Le conseil de santé a clarifié que la pression était interne, mais Sarwar a insisté sur le fait que des documents de réunions entre le gouvernement écossais et les responsables de la santé en 2019 et 2020 montraient que la pression externe avait été exercée. Les notes indiquent qu'aucune considération n'a été donnée à un éventuel retard dans l'ouverture de l'hôpital malgré les problèmes rencontrés.

Impact sur les familles des victimes

Un des patients décédés après avoir contracté une infection à l'hôpital était Milly Main, une fillette de 10 ans. Sa mère, Kimberly Darroch, a déclaré que les révélations confirment les craintes des familles endeuillées. Elle a affirmé : "Nous pensions que des pressions politiques avaient été exercées pour ouvrir l'hôpital avant qu'il ne soit prêt, et maintenant nous savons que c'est exactement ce qui s'est passé."

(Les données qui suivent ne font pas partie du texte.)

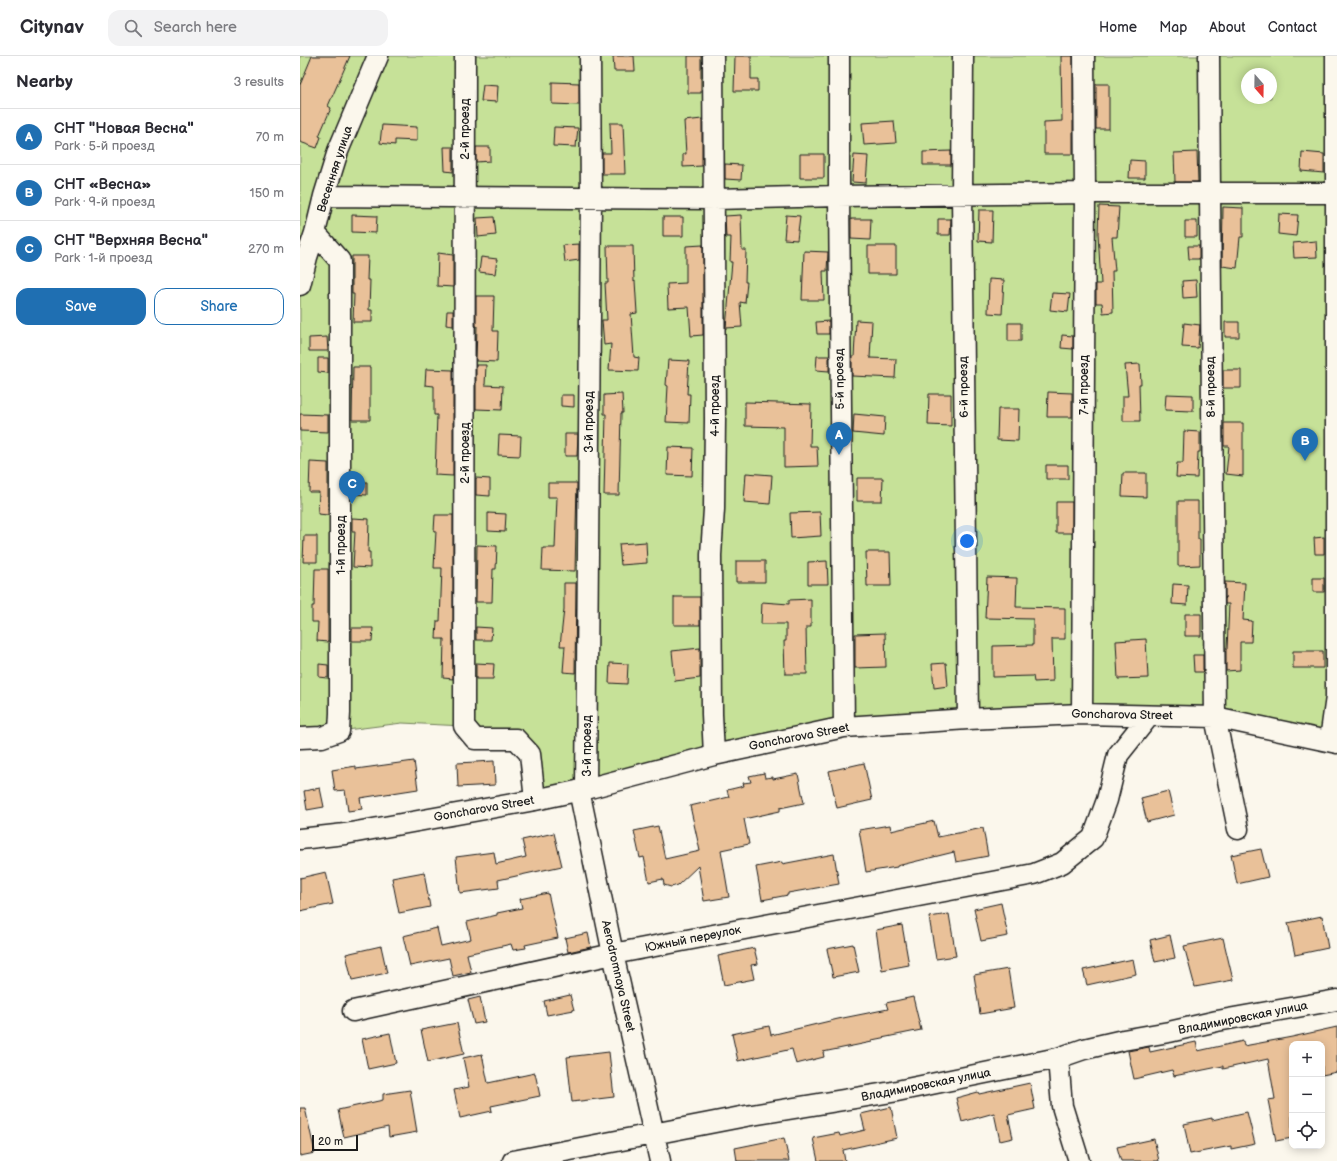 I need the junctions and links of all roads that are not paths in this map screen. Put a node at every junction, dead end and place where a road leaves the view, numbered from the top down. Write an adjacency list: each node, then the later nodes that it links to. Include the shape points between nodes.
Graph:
1 (378, 56): 14 (street, Весенняя улица, via 338,151)
2 (465, 56): 15 (street, 2-й проезд)
3 (590, 56): 17 (street, 3-й проезд)
4 (714, 56): 18 (street, 4-й проезд)
5 (839, 56): 16 (street, 5-й проезд)
6 (963, 56): 13 (street, 6-й проезд)
7 (1084, 56): 11 (street, 7-й проезд)
8 (1210, 56): 12 (street, 8-й проезд)
9 (1336, 56): 10 (street)
10 (1337, 192): 12 (street); 28 (street, via 1336,689)
11 (1085, 193): 12 (street); 13 (street); 22 (street, 7-й проезд)
12 (1210, 194): 24 (street, 8-й проезд)
13 (962, 195): 16 (street); 25 (street, 6-й проезд)
14 (324, 196): 15 (street); 19 (street, Весенняя улица)
15 (464, 196): 17 (street); 31 (street, 2-й проезд, via 464,726 475,739 516,739 530,754)
16 (839, 196): 18 (street); 26 (street, 5-й проезд)
17 (591, 198): 18 (street); 30 (street, 3-й проезд)
18 (714, 199): 29 (street, 4-й проезд, via 715,420 714,509 710,555)
19 (315, 233): 20 (street, Весенняя улица); 27 (street, 1-й проезд, via 340,261 340,713 339,731 322,737)
20 (303, 255): 21 (street, Весенняя улица)
21 (300, 285)
22 (1082, 714): 23 (street, Goncharova Street); 25 (street, Goncharova Street)
23 (1149, 716): 24 (street, Goncharova Street); 34 (street, Южный переулок, via 1118,755 1107,800 1093,838 1062,863 1034,874)
24 (1215, 717): 28 (street, Goncharova Street); 32 (street, 8-й проезд)
25 (968, 719): 26 (street, Goncharova Street)
26 (844, 727): 29 (street, Goncharova Street)
27 (300, 738)
28 (1333, 742)
29 (714, 755): 30 (street, Goncharova Street)
30 (583, 789): 31 (street, Goncharova Street); 34 (street, Aerodromnaya Street)
31 (535, 800): 33 (street, Goncharova Street, via 345,834)
32 (1238, 829)
33 (300, 839)
34 (613, 954): 36 (street, Южный переулок); 38 (street, Aerodromnaya Street)
35 (1337, 1000): 37 (street, Владимировская улица, via 1123,1040)
36 (353, 1010)
37 (1058, 1058): 38 (street, Владимировская улица, via 892,1092); 41 (street, via 1062,1106)
38 (654, 1134): 39 (street, Владимировская улица); 40 (street, Aerodromnaya Street)
39 (513, 1161)
40 (660, 1161)
41 (1079, 1161) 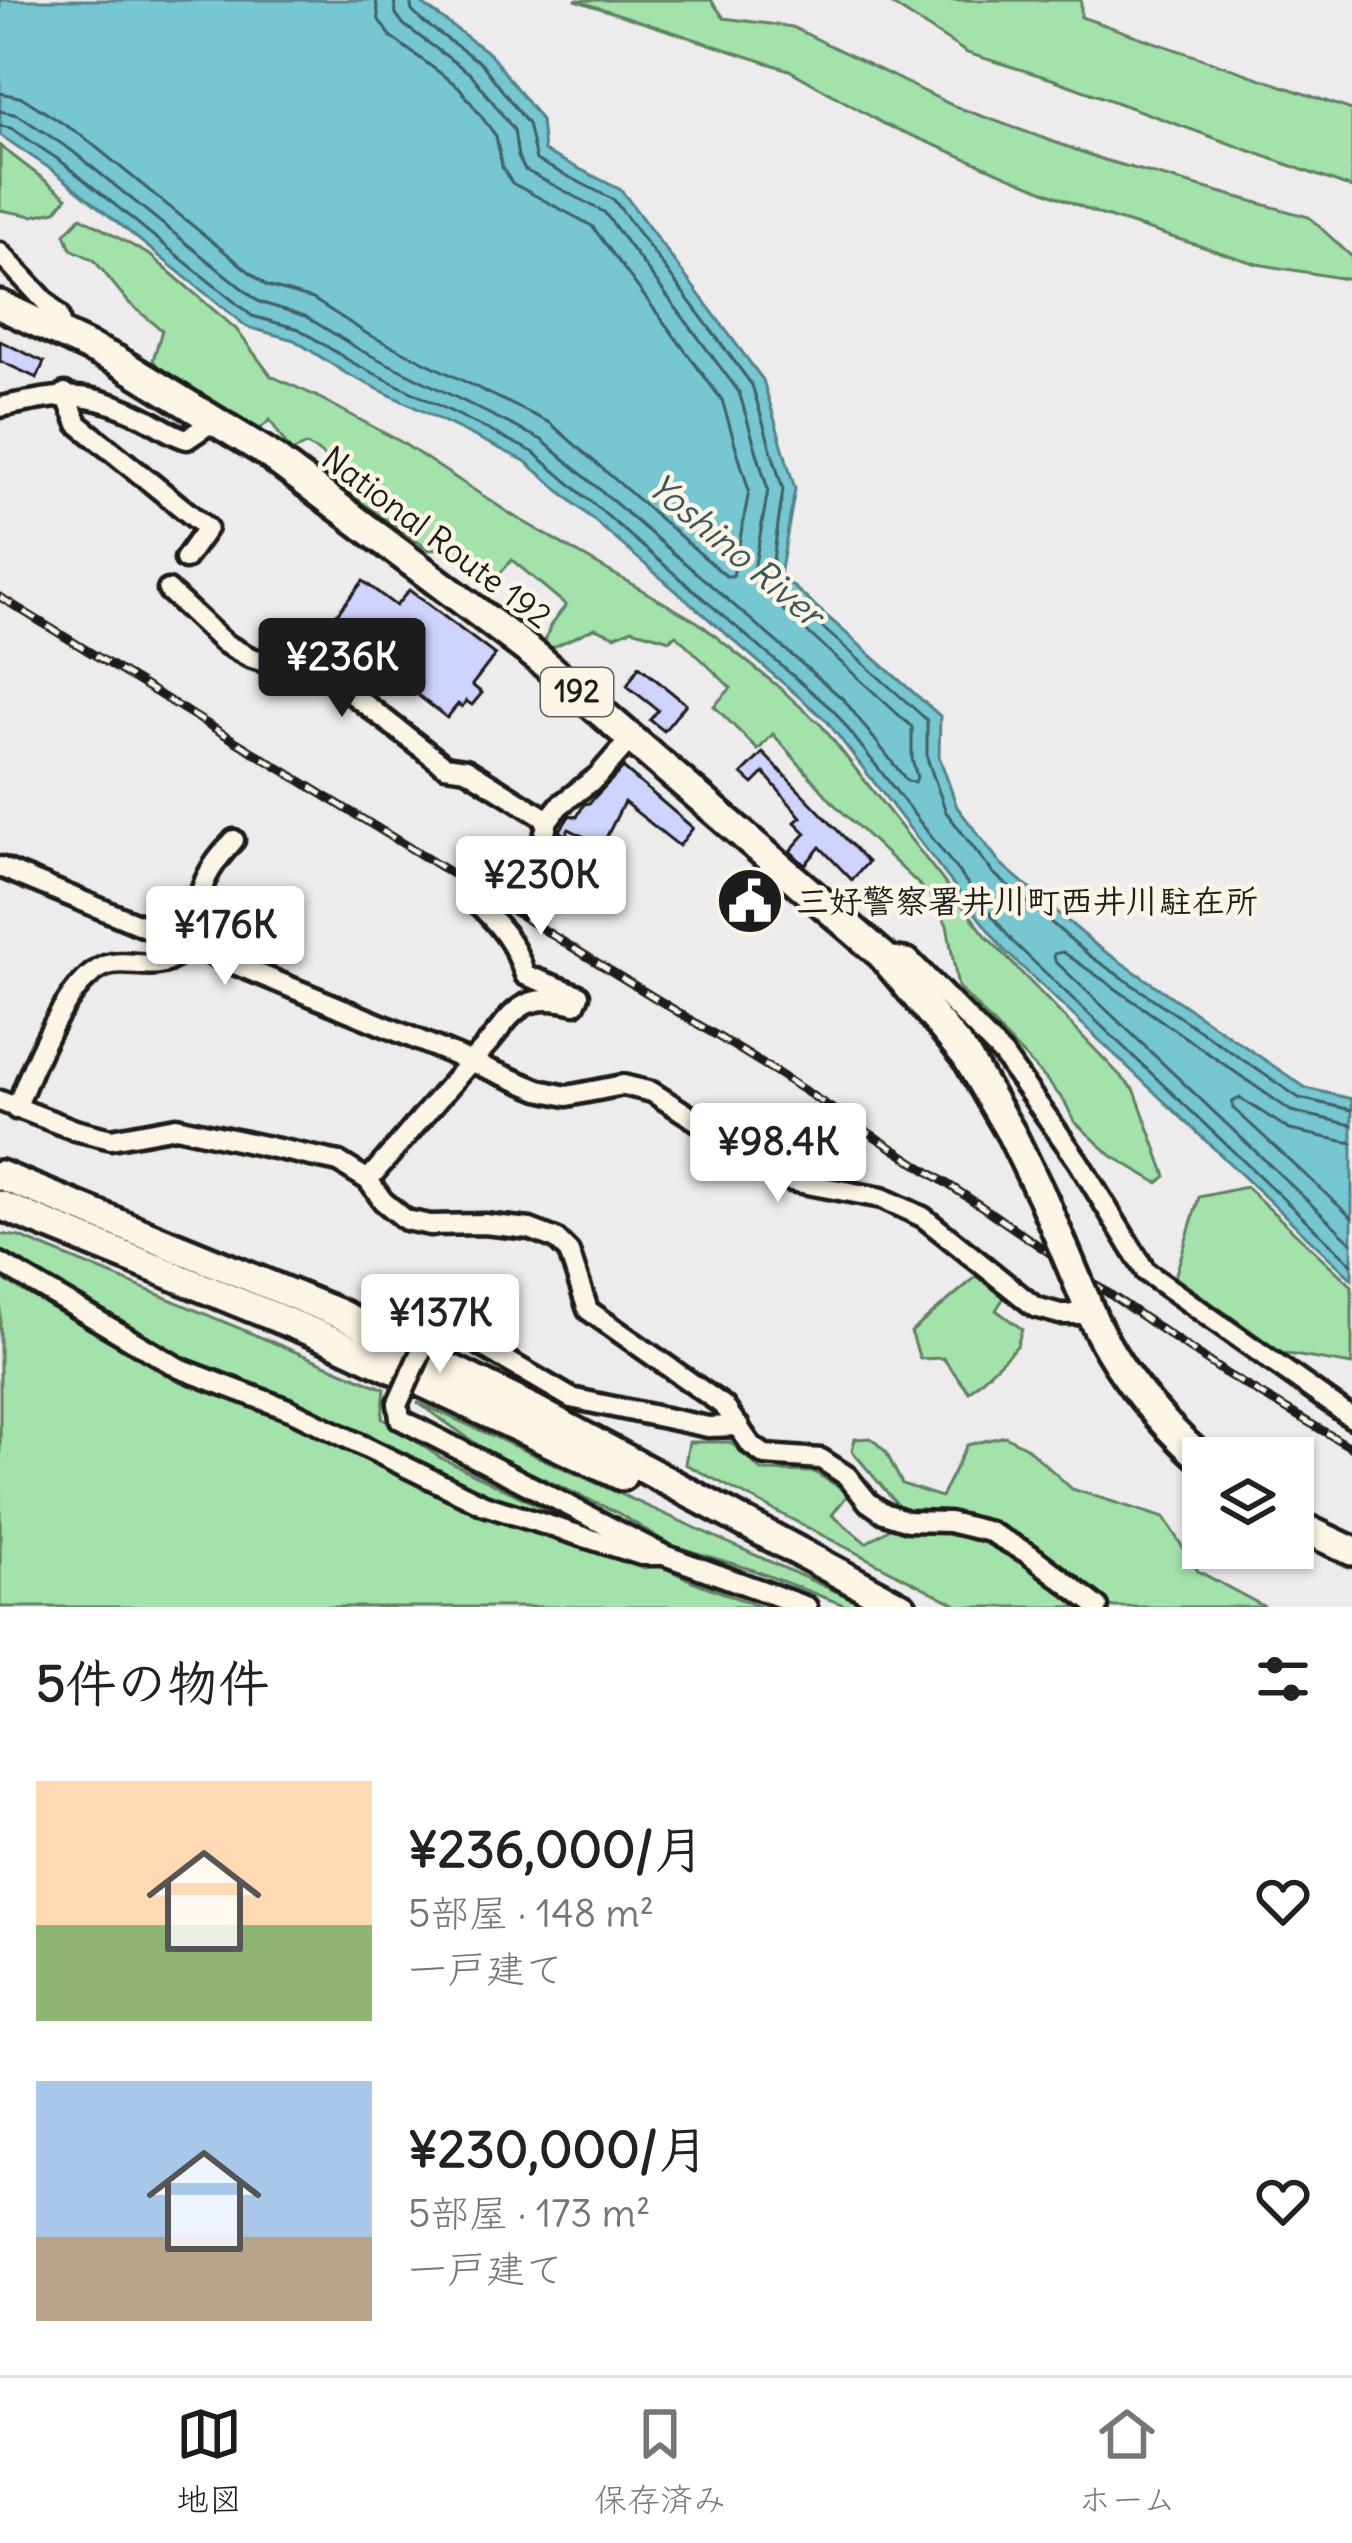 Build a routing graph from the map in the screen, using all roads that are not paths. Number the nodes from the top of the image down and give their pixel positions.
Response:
1 (0, 253) edge
2 (0, 305) edge
3 (63, 335) junction
4 (65, 393) junction
5 (0, 407) edge
6 (215, 420) junction
7 (184, 560) dead end
8 (169, 590) dead end
9 (631, 738) junction
10 (548, 820) junction
11 (234, 840) dead end
12 (0, 867) edge
13 (184, 943) junction
14 (882, 955) junction
15 (470, 1062) junction
16 (8, 1105) edge
17 (0, 1174) edge
18 (368, 1180) junction
19 (0, 1205) edge
20 (0, 1263) edge
21 (1088, 1306) junction
22 (1352, 1418) edge
23 (739, 1426) junction
24 (1182, 1438) edge
25 (1314, 1533) edge
26 (1352, 1551) edge
27 (664, 1555) junction
28 (855, 1582) junction
29 (807, 1607) edge
30 (902, 1607) edge
31 (1098, 1607) edge

1 - 3 street
2 - 3 highway, National Route 192 / 192
3 - 6 highway, National Route 192 / 192
4 - 5 street
4 - 6 street
4 - 7 street
6 - 9 highway, National Route 192 / 192
8 - 10 street
9 - 10 street
9 - 14 highway, National Route 192 / 192
10 - 15 street
11 - 13 street
12 - 13 street
13 - 15 street
13 - 16 street
14 - 21 highway, National Route 192 / 192, bridge
14 - 22 street
15 - 18 street
15 - 21 street
16 - 18 street
17 - 28 highway
18 - 23 street
19 - 28 highway
20 - 27 street
21 - 24 highway, National Route 192 / 192
23 - 27 street, bridge
23 - 31 street
25 - 26 highway
27 - 29 street
28 - 30 highway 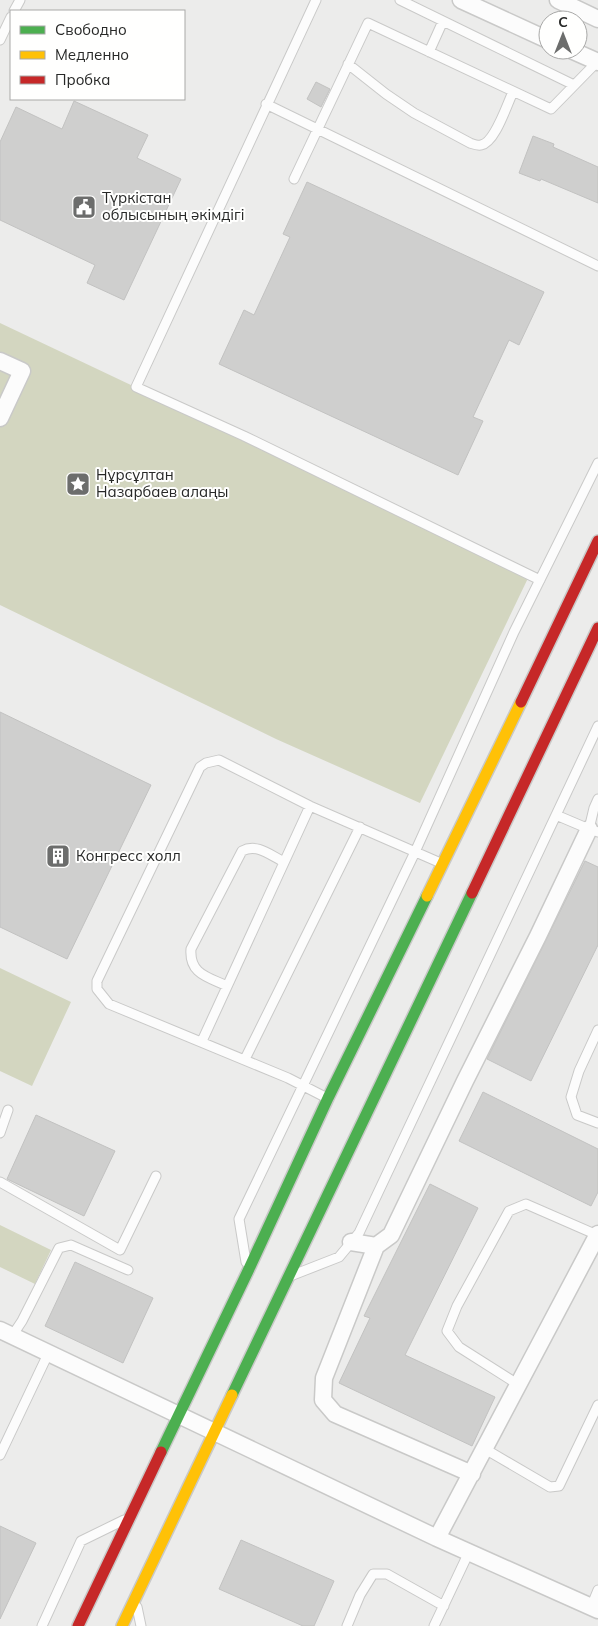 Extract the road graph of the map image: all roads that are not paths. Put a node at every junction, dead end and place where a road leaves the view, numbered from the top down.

Les dénégations récentes ont exacerbé la douleur des familles, qui se sentent trahies. Kimberly a ajouté : "Nous nous rapprochons de la vérité, mais nous n'avons toujours pas l'histoire complète. Milly ne voudrait pas que j'abandonne tant que la vérité n'est pas révélée."

Conclusion

Cette situation représente un tournant significatif dans l'enquête sur l'hôpital Queen Elizabeth. Les allégations de pression politique, bien que contestées par le gouvernement, soulèvent des préoccupations sur la sécurité des patients et la transparence des autorités. L'enquête à venir pourrait apporter des réponses cruciales, mais pour l'instant, les familles continuent de chercher la vérité.